The number of so-called new age beverages available across Europe has been growing steadily in recent years, but the market shows little sign of reaching saturation point, according to a new report from Datamonitor.

The conservative drinking habits of European consumers mean that new age beverages (herb- or juice-based drinks or iced tea and coffee) account for a small proportion of the European drinks market, according to the report, The European Soft Drinks Market to 2006​.

But with the soft drinks sector as a whole becoming increasingly stagnant, the new age beverages sector stands out as a major growth area for the future. In value terms, sales grew by 10.2 per cent between 1996 and 2001, the report said, while volumes increased 9.7 per cent. But the market as a whole remains small, with only iced tea having any substantial sales.

New age beverage sales differ radically across the continent, according to Datamonitor. Eastern Europe has not yet caught new age fever and there is little market penetration there. In the rest of Europe, wide variations exist - Sweden's market was worth $12.1 million (€11m) in 2002, for example, but neighbouring Finland sold three times that figure.

Despite its relatively small population, Switzerland has the largest new age beverages sector in Europe, accounting for almost a quarter of the market. Moreover, in consumption terms, the average European drank 6.46 litres of new age beverages in 2001, while the average Swiss drank 107.48 litres.

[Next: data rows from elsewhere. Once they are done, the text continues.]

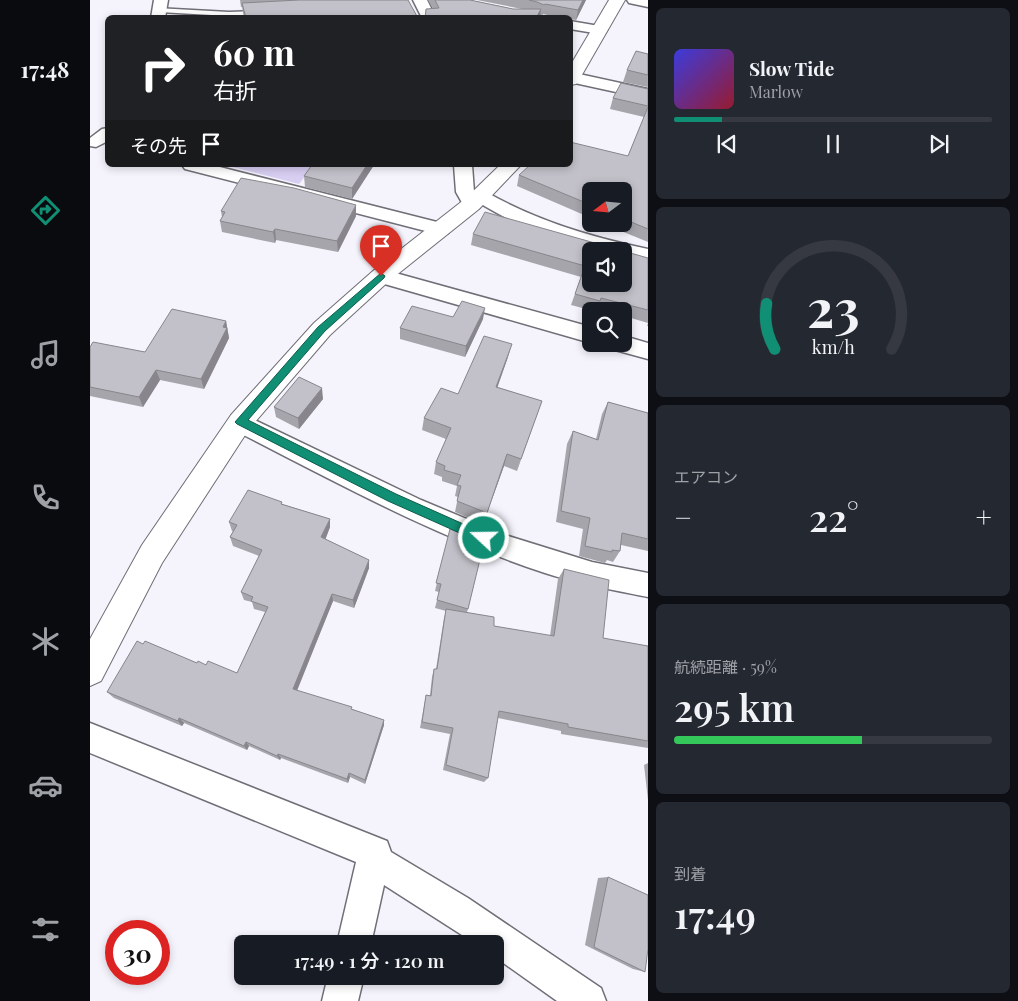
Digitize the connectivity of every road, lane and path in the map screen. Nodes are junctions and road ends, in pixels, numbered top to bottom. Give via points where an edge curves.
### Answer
1 (420, 0) edge
2 (617, 0) edge
3 (634, 0) edge
4 (648, 3) edge
5 (159, 9) edge
6 (268, 12) edge
7 (428, 15) edge
8 (573, 25) edge
9 (600, 30) junction
10 (573, 75) edge
11 (573, 78) edge
12 (648, 94) edge
13 (105, 135) edge
14 (105, 144) edge
15 (199, 167) edge
16 (463, 167) edge
17 (509, 167) edge
18 (476, 200) junction
19 (441, 229) junction
20 (648, 256) edge
21 (381, 276) junction
22 (582, 332) edge
23 (632, 347) edge
24 (648, 351) edge
25 (240, 422) junction
26 (648, 585) edge
27 (90, 670) edge
28 (90, 738) edge
29 (374, 860) junction
30 (356, 935) edge
31 (344, 985) edge
32 (340, 1001) edge
33 (588, 1001) edge

1 - 7 street
2 - 9 street
3 - 4 street
5 - 6 lane via 228,14
8 - 9 street
9 - 10 street
11 - 12 street
13 - 14 street via 96,142
15 - 19 street
16 - 18 street via 465,192
17 - 18 street
18 - 19 street
18 - 20 street via 596,244
19 - 21 street
21 - 22 street
21 - 25 street via 322,329
23 - 24 street
25 - 26 street via 465,532 540,559
25 - 27 street via 152,554
28 - 29 street via 375,853
29 - 30 street
29 - 33 street via 444,902
31 - 32 street

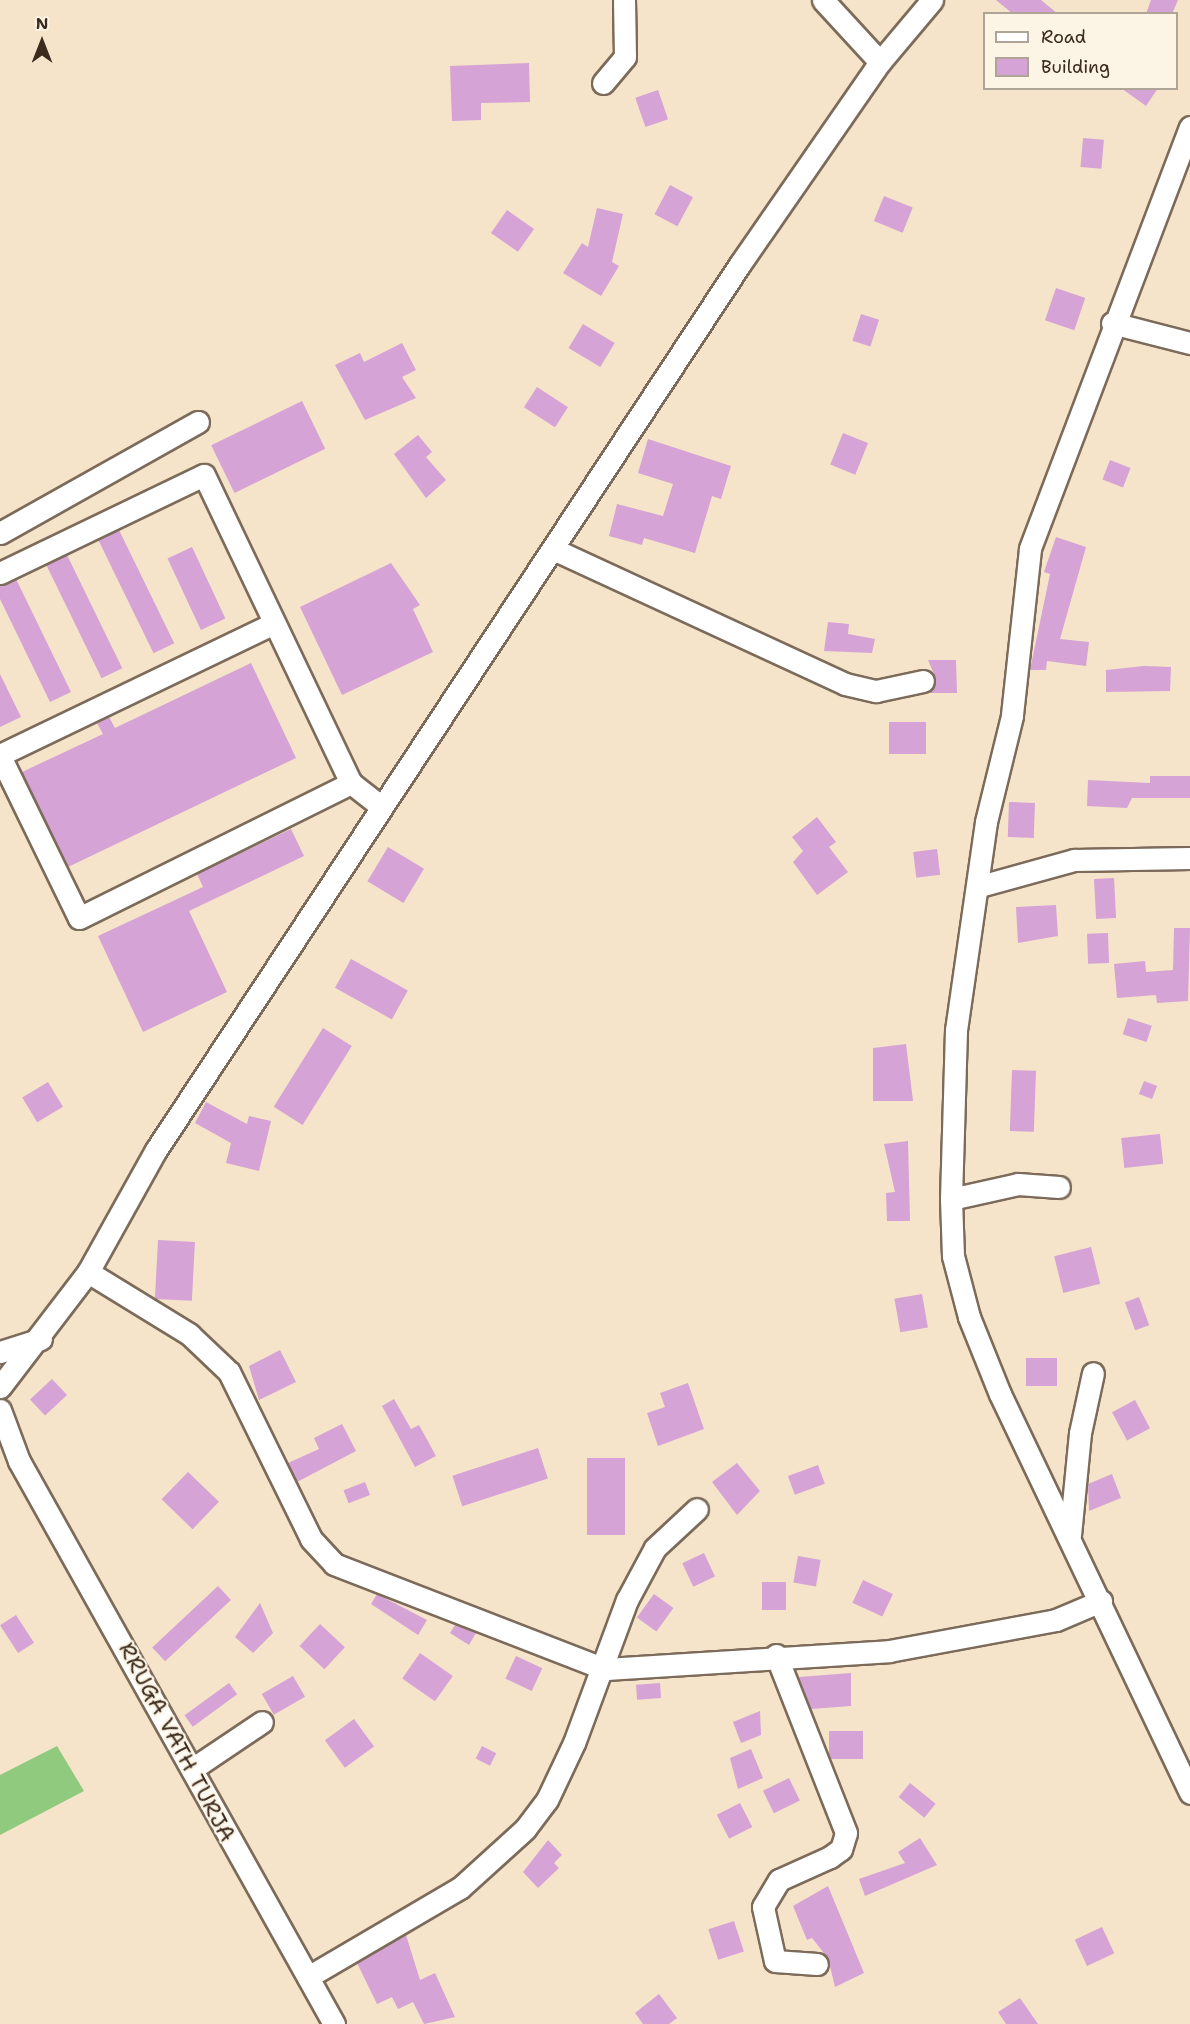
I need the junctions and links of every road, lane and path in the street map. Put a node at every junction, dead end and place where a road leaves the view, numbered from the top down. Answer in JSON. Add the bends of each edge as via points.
{"nodes":[{"id":1,"x":624,"y":0,"type":"edge"},
{"id":2,"x":823,"y":0,"type":"edge"},
{"id":3,"x":932,"y":0,"type":"edge"},
{"id":4,"x":880,"y":62,"type":"junction"},
{"id":5,"x":603,"y":83,"type":"dead end"},
{"id":6,"x":1190,"y":127,"type":"edge"},
{"id":7,"x":1112,"y":323,"type":"junction"},
{"id":8,"x":1190,"y":344,"type":"edge"},
{"id":9,"x":198,"y":422,"type":"dead end"},
{"id":10,"x":0,"y":533,"type":"edge"},
{"id":11,"x":553,"y":549,"type":"junction"},
{"id":12,"x":0,"y":573,"type":"edge"},
{"id":13,"x":274,"y":623,"type":"junction"},
{"id":14,"x":923,"y":681,"type":"dead end"},
{"id":15,"x":0,"y":755,"type":"edge"},
{"id":16,"x":351,"y":783,"type":"junction"},
{"id":17,"x":382,"y":807,"type":"junction"},
{"id":18,"x":1190,"y":858,"type":"edge"},
{"id":19,"x":980,"y":886,"type":"junction"},
{"id":20,"x":1059,"y":1187,"type":"dead end"},
{"id":21,"x":951,"y":1199,"type":"junction"},
{"id":22,"x":88,"y":1272,"type":"junction"},
{"id":23,"x":42,"y":1338,"type":"junction"},
{"id":24,"x":0,"y":1352,"type":"edge"},
{"id":25,"x":1093,"y":1373,"type":"dead end"},
{"id":26,"x":0,"y":1387,"type":"edge"},
{"id":27,"x":0,"y":1410,"type":"edge"},
{"id":28,"x":0,"y":1449,"type":"edge"},
{"id":29,"x":19,"y":1461,"type":"junction"},
{"id":30,"x":697,"y":1509,"type":"dead end"},
{"id":31,"x":1070,"y":1536,"type":"junction"},
{"id":32,"x":1101,"y":1601,"type":"junction"},
{"id":33,"x":776,"y":1655,"type":"junction"},
{"id":34,"x":605,"y":1669,"type":"junction"},
{"id":35,"x":262,"y":1722,"type":"dead end"},
{"id":36,"x":192,"y":1769,"type":"junction"},
{"id":37,"x":1190,"y":1793,"type":"edge"},
{"id":38,"x":817,"y":1964,"type":"dead end"},
{"id":39,"x":308,"y":1977,"type":"junction"},
{"id":40,"x":334,"y":2024,"type":"edge"}],
"edges":[{"from":1,"to":5,"type":"street","via":[[625,57]]},
{"from":2,"to":4,"type":"street"},
{"from":3,"to":4,"type":"street"},
{"from":4,"to":11,"type":"street"},
{"from":6,"to":7,"type":"street"},
{"from":7,"to":8,"type":"street"},
{"from":7,"to":19,"type":"street","via":[[1030,549],[1012,716],[986,822]]},
{"from":9,"to":10,"type":"street"},
{"from":11,"to":14,"type":"street","via":[[845,684],[876,691]]},
{"from":11,"to":17,"type":"street"},
{"from":12,"to":13,"type":"street","via":[[204,475]]},
{"from":13,"to":15,"type":"street"},
{"from":13,"to":16,"type":"street"},
{"from":15,"to":16,"type":"street","via":[[79,918]]},
{"from":16,"to":17,"type":"street"},
{"from":17,"to":22,"type":"street","via":[[156,1150]]},
{"from":18,"to":19,"type":"street","via":[[1074,860]]},
{"from":19,"to":21,"type":"street","via":[[956,1030]]},
{"from":20,"to":21,"type":"street","via":[[1018,1184]]},
{"from":21,"to":31,"type":"street","via":[[953,1256],[969,1317],[1000,1394]]},
{"from":22,"to":23,"type":"street"},
{"from":22,"to":34,"type":"street","via":[[189,1334],[230,1372],[311,1539],[334,1564]]},
{"from":23,"to":24,"type":"street"},
{"from":23,"to":26,"type":"street"},
{"from":25,"to":31,"type":"street","via":[[1080,1433]]},
{"from":27,"to":29,"type":"street","name":"RRUGA VATH TURJA"},
{"from":28,"to":29,"type":"street","name":"RRUGA VATH TURJA"},
{"from":29,"to":36,"type":"street","name":"RRUGA VATH TURJA"},
{"from":30,"to":34,"type":"street","via":[[655,1548],[627,1600]]},
{"from":31,"to":32,"type":"street"},
{"from":32,"to":33,"type":"street","via":[[1056,1620],[974,1638],[889,1651]]},
{"from":32,"to":37,"type":"street"},
{"from":33,"to":34,"type":"street"},
{"from":33,"to":38,"type":"street","via":[[846,1833],[841,1849],[830,1857],[779,1880],[763,1907],[775,1961]]},
{"from":34,"to":39,"type":"street","via":[[547,1800],[525,1829],[460,1888]]},
{"from":35,"to":36,"type":"street"},
{"from":36,"to":39,"type":"street","name":"RRUGA VATH TURJA"},
{"from":39,"to":40,"type":"street","name":"RRUGA VATH TURJA"}]}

Growth may be in double figures for the new age beverage sector, but it still has a long way to go before it reaches the level of success seen by carbonates. Fizzy drinks account for more than 40 per cent of the European soft drinks market, Datamonitor said.

But it is bottled water, the second largest sector of the European soft drinks market, which will provide the new age beverages sector with its greatest competition, the report claims. Sales of bottled water are expected to continue growing on the back of rising awareness of the health benefits associated with consuming water - a factor which has traditionally been a strong selling point for new age beverages as well.

The increased demand for diverse foreign flavours will provide some impetus for new age beverage market growth, Datamonitor​ said, but while consumers are willing to try new flavours, different types of drink are faced with some caution. Market growth for new age beverages will come with the increased acceptance of these goods as a healthier and more flavoursome alternative to carbonates or water, the report concludes.